“Em sede de”: usar ou não usar?
Entendida por muitas pessoas como um “modismo linguístico” que não abarca significado útil algum, a expressão “em sede de” tem sido usada há muito tempo, e de forma excessiva, no meio jurídico.
E mais: é empregada quando nada precisaria estar sendo usado, isto é, quando poderia simplesmente ser omitida, ou mesmo substituída por outras mais adequadas ao contexto.
Mas vamos por partes...
A palavra “sede”, nos dicionários de Língua Portuguesa, significa o lugar onde alguém pode sentar-se; a casa principal de uma ordem religiosa; o lugar onde se fixa um tribunal, um governo, uma administração, ou onde uma empresa comercial tem o seu principal estabelecimento; o lugar onde sucede um acontecimento. Ou seja, é um “lugar”, um recinto, e, quanto a isso, creio que não reste dúvida.
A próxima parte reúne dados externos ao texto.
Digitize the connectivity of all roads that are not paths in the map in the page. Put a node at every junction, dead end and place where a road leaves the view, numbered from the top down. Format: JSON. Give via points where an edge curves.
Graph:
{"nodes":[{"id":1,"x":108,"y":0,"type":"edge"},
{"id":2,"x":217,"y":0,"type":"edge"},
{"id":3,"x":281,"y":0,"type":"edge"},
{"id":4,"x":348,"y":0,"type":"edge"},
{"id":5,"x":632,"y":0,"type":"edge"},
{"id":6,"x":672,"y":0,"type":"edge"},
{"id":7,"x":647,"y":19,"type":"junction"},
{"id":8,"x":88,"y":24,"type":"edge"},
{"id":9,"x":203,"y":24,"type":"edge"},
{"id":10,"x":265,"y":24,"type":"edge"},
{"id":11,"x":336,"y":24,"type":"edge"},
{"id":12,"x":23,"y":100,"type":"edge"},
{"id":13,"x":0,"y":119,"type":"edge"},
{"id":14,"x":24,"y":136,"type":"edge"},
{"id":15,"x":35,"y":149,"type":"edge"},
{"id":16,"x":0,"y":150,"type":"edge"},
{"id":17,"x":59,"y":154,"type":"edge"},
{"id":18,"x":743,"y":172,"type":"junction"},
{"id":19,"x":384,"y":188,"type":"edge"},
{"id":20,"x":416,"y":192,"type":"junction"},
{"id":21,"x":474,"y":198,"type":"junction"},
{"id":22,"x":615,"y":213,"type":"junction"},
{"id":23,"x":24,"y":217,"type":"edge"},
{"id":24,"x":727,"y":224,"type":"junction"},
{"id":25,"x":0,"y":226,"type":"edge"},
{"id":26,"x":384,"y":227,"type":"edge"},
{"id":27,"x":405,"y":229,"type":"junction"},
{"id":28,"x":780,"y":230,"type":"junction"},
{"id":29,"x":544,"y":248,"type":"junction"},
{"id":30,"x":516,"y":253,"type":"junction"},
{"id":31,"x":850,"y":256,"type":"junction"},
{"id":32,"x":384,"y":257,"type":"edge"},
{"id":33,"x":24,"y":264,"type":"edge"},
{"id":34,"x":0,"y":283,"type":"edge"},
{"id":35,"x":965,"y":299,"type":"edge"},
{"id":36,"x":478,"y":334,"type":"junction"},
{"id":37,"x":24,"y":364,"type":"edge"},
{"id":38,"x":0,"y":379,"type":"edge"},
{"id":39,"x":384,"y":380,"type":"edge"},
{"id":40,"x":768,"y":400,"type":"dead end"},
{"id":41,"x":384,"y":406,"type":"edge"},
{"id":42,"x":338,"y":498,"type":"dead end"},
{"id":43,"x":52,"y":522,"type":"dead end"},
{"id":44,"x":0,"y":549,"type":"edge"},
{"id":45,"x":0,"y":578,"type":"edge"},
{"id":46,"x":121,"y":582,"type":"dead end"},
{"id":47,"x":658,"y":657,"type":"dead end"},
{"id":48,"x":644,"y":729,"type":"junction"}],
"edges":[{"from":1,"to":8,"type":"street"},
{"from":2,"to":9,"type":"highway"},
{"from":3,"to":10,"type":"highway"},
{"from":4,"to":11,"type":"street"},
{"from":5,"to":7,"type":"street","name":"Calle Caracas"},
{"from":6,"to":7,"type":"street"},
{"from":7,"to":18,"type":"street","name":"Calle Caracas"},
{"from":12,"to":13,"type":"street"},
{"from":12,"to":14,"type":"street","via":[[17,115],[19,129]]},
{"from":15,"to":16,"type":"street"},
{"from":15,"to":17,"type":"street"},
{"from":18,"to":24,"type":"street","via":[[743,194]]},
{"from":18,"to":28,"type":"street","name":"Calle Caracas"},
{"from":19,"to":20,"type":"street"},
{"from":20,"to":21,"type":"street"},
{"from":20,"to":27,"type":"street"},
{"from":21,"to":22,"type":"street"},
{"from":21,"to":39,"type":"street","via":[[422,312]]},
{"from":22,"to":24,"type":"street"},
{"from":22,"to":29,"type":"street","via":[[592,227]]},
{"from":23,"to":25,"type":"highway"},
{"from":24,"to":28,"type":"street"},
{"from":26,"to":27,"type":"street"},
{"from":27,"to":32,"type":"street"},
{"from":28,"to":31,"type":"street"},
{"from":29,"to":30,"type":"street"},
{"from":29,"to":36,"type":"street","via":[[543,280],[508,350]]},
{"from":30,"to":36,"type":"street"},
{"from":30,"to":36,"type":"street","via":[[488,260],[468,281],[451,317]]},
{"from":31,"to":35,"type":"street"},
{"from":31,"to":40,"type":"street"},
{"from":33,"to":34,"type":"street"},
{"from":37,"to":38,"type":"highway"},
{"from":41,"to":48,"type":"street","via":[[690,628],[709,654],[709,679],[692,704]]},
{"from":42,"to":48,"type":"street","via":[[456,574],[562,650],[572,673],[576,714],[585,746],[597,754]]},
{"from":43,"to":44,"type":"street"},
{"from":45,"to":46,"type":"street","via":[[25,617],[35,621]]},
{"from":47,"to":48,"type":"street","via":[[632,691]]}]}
Ela tem sido comumente empregada, inclusive, no sentido de “no âmbito de”, “na esfera de”, “no campo de”, as quais também parecem ter o sentido de lugar.
Veja alguns exemplos da utilização da expressão:
Impõe constrangimento ilegal o acórdão que, em sede de apelação, torna mais gravosa a situação do réu sem apresentar fundamentação, sendo inviável ao Superior Tribunal de Justiça, em sede de habeas corpus, apresentar fundamentos objetivando suprir tal vício.
Ementa: PROCESSUAL CIVIL. AGRAVO REGIMENTAL. LIMINAR EM SEDE DE CAUTELAR DE EXIBIÇÃO DE DOCUMENTOS. POSSIBILIDADE. 1. Não obstante o caráter satisfativo da medida, é possível o deferimento de liminar em sede de ação cautelar de exibição de documento. 2. Agravo regimental desprovido.
Agora pense: Será que cabe mesmo utilizar a expressão nesses casos? Qual contribuição ela traz ao texto efetivamente? E de onde vem esse tipo de utilização?
Há indícios de que a construção “em sede de…” tenha origem na Língua Italiana, com a locução in sede di, que tem o sentido de “durante”, “na ocasião de”. Por exemplo: in sede di esami (durante o exame), in sede di votazione (durante a votação, na ocasião da votação). Contudo, isso não se aplica ao nosso Português. Arrisco dizer que o nosso “em sede de” parece ter sido uma tradução equivocada da expressão italiana, já que, em nosso caso, como vimos, ela teria a ideia de lugar, e não de tempo.
Assim, é preciso concordar: não faz sentido utilizar uma expressão cujo sentido não é claro e que não agrega valor ao texto só porque é comum utilizá-la, não é? Além disso, também não faz sentido aumentar o tamanho de um texto se podemos reduzi-lo. Nosso tempo é precioso, e a brevidade da comunicação é um princípio que se impõe quando queremos falar sobre a correção dos textos que construímos e em conceder maior acesso a eles.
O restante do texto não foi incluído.